Variational formulation of American option prices in the Heston Model

# Variational formulation of American option prices in the Heston Model

## Abstract

We give an analytical characterization of the price function of an American option in Heston-type models. Our approach is based on variational inequalities and extends recent results of Daskalopoulos and Feehan (2011). We study the existence and uniqueness of a weak solution of the associated degenerate parabolic obstacle problem. Then, we use suitable estimates on the joint distribution of the log-price process and the volatility process in order to characterize the analytical weak solution as the solution to the optimal stopping problem. We also rely on semi-group techniques and on the affine property of the model.

Keywords: American options; degenerate parabolic obstacle problem; optimal stopping problem.

## 1 Introduction

The model introduced by S. Heston in 1993 () is one of the most widely used stochastic volatility models in the financial world and it was the starting point for several more complex models which extend it. The great success of the Heston model is due to the fact that the dynamics of the underlying asset can take into account the non-lognormal distribution of the asset returns and the observed mean-reverting property of the volatility. Moreover, it remains analytically tractable and provides a closed-form valuation formula for European options using Fourier transform.

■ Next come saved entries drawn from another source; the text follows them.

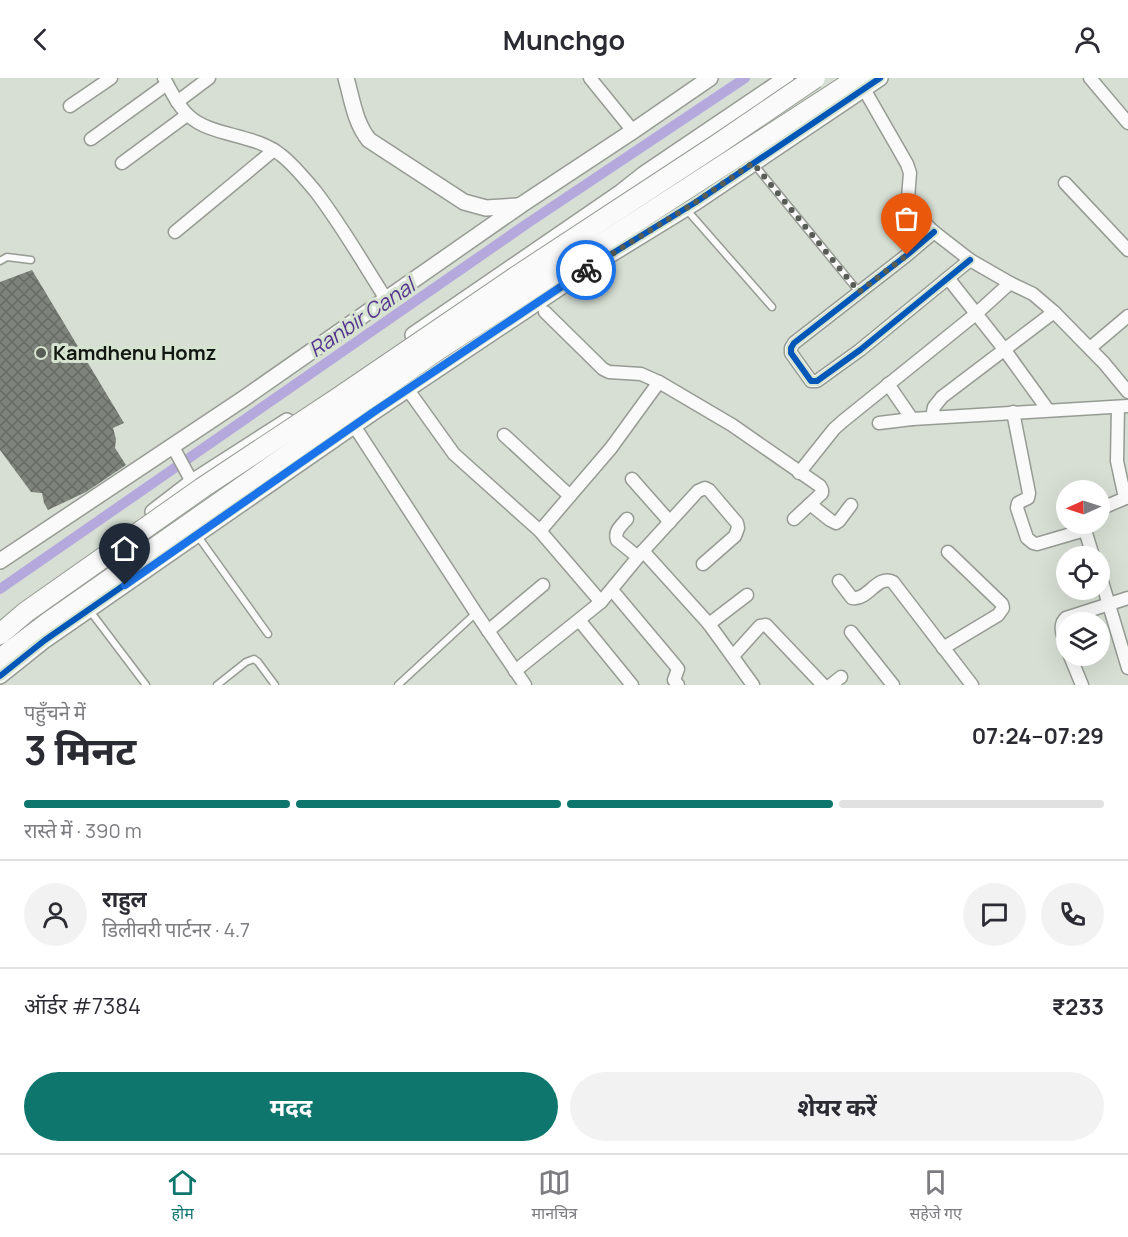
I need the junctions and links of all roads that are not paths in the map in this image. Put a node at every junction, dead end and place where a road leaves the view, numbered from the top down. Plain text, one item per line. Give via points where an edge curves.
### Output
1 (111, 78) edge
2 (209, 78) edge
3 (346, 78) edge
4 (590, 78) edge
5 (786, 78) edge
6 (815, 78) edge
7 (880, 78) edge
8 (1089, 78) edge
9 (165, 81) edge
10 (700, 81) edge
11 (861, 83) edge
12 (177, 102) junction
13 (70, 106) dead end
14 (187, 115) junction
15 (1128, 123) edge
16 (633, 131) junction
17 (91, 139) dead end
18 (274, 150) junction
19 (122, 163) dead end
20 (753, 163) junction
21 (1065, 183) dead end
22 (521, 205) junction
23 (686, 208) junction
24 (934, 231) junction
25 (176, 232) dead end
26 (1128, 250) edge
27 (31, 260) dead end
28 (970, 260) junction
29 (0, 261) edge
30 (948, 278) junction
31 (1010, 283) junction
32 (859, 292) junction
33 (386, 299) junction
34 (772, 307) dead end
35 (545, 312) dead end
36 (1054, 312) junction
37 (977, 313) junction
38 (1128, 316) edge
39 (1004, 348) junction
40 (1090, 348) junction
41 (659, 382) junction
42 (888, 384) junction
43 (333, 391) junction
44 (1128, 392) edge
45 (411, 394) dead end
46 (1123, 406) edge
47 (1048, 410) junction
48 (1013, 412) junction
49 (932, 417) junction
50 (912, 419) junction
51 (879, 423) dead end
52 (355, 426) junction
53 (504, 435) dead end
54 (174, 449) junction
55 (799, 473) junction
56 (191, 479) junction
57 (632, 479) dead end
58 (570, 496) junction
59 (1126, 498) edge
60 (810, 504) junction
61 (852, 505) dead end
62 (1110, 505) edge
63 (627, 519) dead end
64 (794, 519) dead end
65 (670, 522) junction
66 (540, 531) junction
67 (197, 534) junction
68 (1065, 534) edge
69 (948, 552) dead end
70 (641, 554) junction
71 (0, 561) edge
72 (703, 564) dead end
73 (839, 581) dead end
74 (543, 585) dead end
75 (612, 590) junction
76 (747, 596) dead end
77 (1128, 598) edge
78 (1108, 600) edge
79 (601, 602) junction
80 (1109, 604) junction
81 (89, 610) junction
82 (1084, 612) edge
83 (476, 613) junction
84 (579, 620) junction
85 (709, 624) junction
86 (0, 625) edge
87 (488, 631) junction
88 (851, 632) dead end
89 (0, 633) edge
90 (268, 634) dead end
91 (943, 648) junction
92 (733, 656) junction
93 (0, 659) edge
94 (1074, 666) edge
95 (1128, 668) edge
96 (515, 671) junction
97 (0, 676) edge
98 (842, 676) dead end
99 (146, 685) edge
100 (218, 685) edge
101 (275, 685) edge
102 (398, 685) edge
103 (525, 685) edge
104 (632, 685) edge
105 (678, 685) edge
106 (753, 685) edge
107 (823, 685) edge
108 (831, 685) edge
109 (893, 685) edge
110 (972, 685) edge
111 (1082, 685) edge

1 - 13 street
2 - 12 street
3 - 22 street via 358,123 369,140 464,202 486,208
4 - 16 street
5 - 43 street
6 - 89 highway, bridge via 202,488
7 - 11 street
8 - 15 street
9 - 12 street
9 - 17 street
10 - 16 street
11 - 20 street
11 - 24 street via 907,164 909,206
11 - 93 highway, bridge via 439,349
12 - 14 street
14 - 18 street via 208,127
14 - 19 street
16 - 22 street
18 - 25 street
18 - 33 street via 305,178 334,216
20 - 23 street
20 - 32 lane
21 - 26 street
22 - 33 street
23 - 34 lane
23 - 52 street via 592,266
24 - 28 street
24 - 32 street
27 - 29 lane via 7,257
28 - 30 street
28 - 31 street
30 - 32 street via 860,350 817,381 811,381 791,348
30 - 37 street
31 - 36 street via 1033,294
31 - 37 street
33 - 54 street
35 - 41 street via 603,369 642,374
36 - 39 street
36 - 40 street
37 - 39 street
37 - 42 street
38 - 40 street
39 - 47 street
39 - 49 street via 942,397
40 - 44 street
41 - 55 street via 732,425
41 - 58 street
42 - 50 street
42 - 55 street via 830,434
43 - 52 street
43 - 56 street
45 - 66 street via 454,453
46 - 47 street
46 - 59 street via 1117,461
47 - 48 street
48 - 49 street
48 - 68 street via 1029,493 1017,508 1027,538 1037,544
49 - 50 street
50 - 51 street
52 - 67 street
52 - 83 street
53 - 58 street
54 - 56 street
54 - 71 street
55 - 60 street via 822,490
56 - 86 street
57 - 65 street
58 - 66 street
59 - 62 street
60 - 61 street via 836,523
60 - 64 street
63 - 70 street via 617,531 617,540
65 - 70 street
65 - 72 street via 705,488 737,523 735,536
66 - 79 street
67 - 81 street
67 - 90 lane
69 - 91 street via 1003,608 998,615
70 - 75 street
70 - 85 street
73 - 91 street via 855,599 890,580
74 - 87 street
75 - 79 street
75 - 105 street via 678,669 674,680
76 - 85 street
77 - 80 street
78 - 80 street
79 - 84 street
80 - 82 street
80 - 95 street
81 - 97 street
81 - 99 lane
83 - 87 street
83 - 102 lane
84 - 96 street
84 - 104 street
85 - 92 street
87 - 96 street
88 - 109 street
91 - 110 street
92 - 106 street
92 - 107 street via 760,626 766,625
94 - 111 street
96 - 103 street
98 - 108 street
100 - 101 lane via 254,659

These features have called for an extensive literature on numerical methods to price derivatives in Heston-type models. In this framework, besides purely probabilistic methods such as standard Monte Carlo and tree approximations, there is a large class of algorithms which exploit numerical analysis techniques in order to solve the standard PDE (resp. the obstacle problem) formally associated with the European (resp. American) option price function. However, these algorithms have, in general, little mathematical support and in particular, as far as we know, a rigorous and complete study of the analytic characterization of the American price function is not present in the literature.

The main difficulties in this sense come from the degenerate nature of the model. In fact, the infinitesimal generator associated with the two dimensional diffusion given by the log-price process and the volatility process is not uniformly elliptic: it degenerates on the boundary of the domain, that is when the volatility variable vanishes. Moreover, it has unbounded coefficients with linear growth. Therefore, the existence and the uniqueness of the solution to the pricing PDE and obstacle problem do not follow from the classical theory, at least in the case in which the boundary of the state space is reached with positive probability, as happens in many cases of practical importance (see ). Moreover, the probabilistic representation of the solution, that is the identification with the price function, is far from trivial in the case of non regular payoffs.

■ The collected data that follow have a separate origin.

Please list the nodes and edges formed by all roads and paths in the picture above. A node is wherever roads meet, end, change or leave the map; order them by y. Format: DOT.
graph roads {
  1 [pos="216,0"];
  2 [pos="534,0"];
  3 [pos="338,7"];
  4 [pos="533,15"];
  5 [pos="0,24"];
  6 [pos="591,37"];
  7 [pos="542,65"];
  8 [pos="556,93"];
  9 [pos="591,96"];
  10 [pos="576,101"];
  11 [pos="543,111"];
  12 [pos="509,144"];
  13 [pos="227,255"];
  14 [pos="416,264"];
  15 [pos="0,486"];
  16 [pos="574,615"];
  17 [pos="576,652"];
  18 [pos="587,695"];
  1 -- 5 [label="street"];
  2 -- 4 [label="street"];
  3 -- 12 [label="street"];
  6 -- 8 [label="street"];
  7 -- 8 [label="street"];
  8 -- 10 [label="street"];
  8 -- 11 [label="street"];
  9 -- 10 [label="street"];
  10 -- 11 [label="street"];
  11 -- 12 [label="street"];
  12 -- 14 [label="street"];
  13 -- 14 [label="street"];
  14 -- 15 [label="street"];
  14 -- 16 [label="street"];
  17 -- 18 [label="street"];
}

It should be emphasized that a clear analytic characterization of the price function allows not only to formally justify the theoretical convergence of some classical pricing algorithms but also to investigate the regularity properties of the price function (see  for the case of the Black and Scholes models).

Concerning the existing literature, E. Ekstrom and J. Tysk in  give a rigorous and complete analysis of these issues in the case of European options, proving that, under some regularity assumptions on the payoff functions, the price function is the unique classical solution of the associated PDE with a certain boundary behaviour for vanishing values of the volatility. However, the payoff functions they consider do not include the case of standard put and call options.

Recently, P. Daskalopoulos and P. Feehan studied the existence, the uniqueness, and some regularity properties of the solution of this kind of degenerate PDE and obstacle problems in the elliptic case, introducing suitable weighted Sobolev spaces which clarify the behaviour of the solution near the degenerate boundary. Again, as regards the probabilistic representation, they only treat the case with heavy regularity assumptions on the payoff function (see ).

The aim of this paper is to give a precise analytical characterization of the American option price function for a large class of payoffs which includes the standard put and call options. In particular, we give a variational formulation of the American pricing problem using the weighted Sobolev spaces and the bilinear form introduced in . The paper is organized as follows. In Section 2 we introduce our notations and we state our main results. Then, in section 3 we study the existence and uniqueness of the solution of the associated variational inequality, extending the results obtained in  in the elliptic case. The proof essentially relies on the classical penalization technique introduced by Bensoussan and Lions  with some technical devices due to the degenerate nature of the problem. We also establish a Comparison Theorem. Finally, in section 4, we prove that the solution of the variational inequality with obstacle function is actually the American option price function with payoff , with conditions on which are satisfied, for example, by the standard call and put options. In order to do this, we use the affine property of the underlying diffusion given by the log price process and the volatility process . Thanks to this property, we first identify the analytic semigroup associated with the bilinear form with a correction term and the transition semigroup of the pair with a killing term. Then, we prove regularity results on the solution of the variational inequality and suitable estimates on the joint law of the process and we deduce from them the analytical characterization of the solution of the optimal stopping problem, that is the American option price.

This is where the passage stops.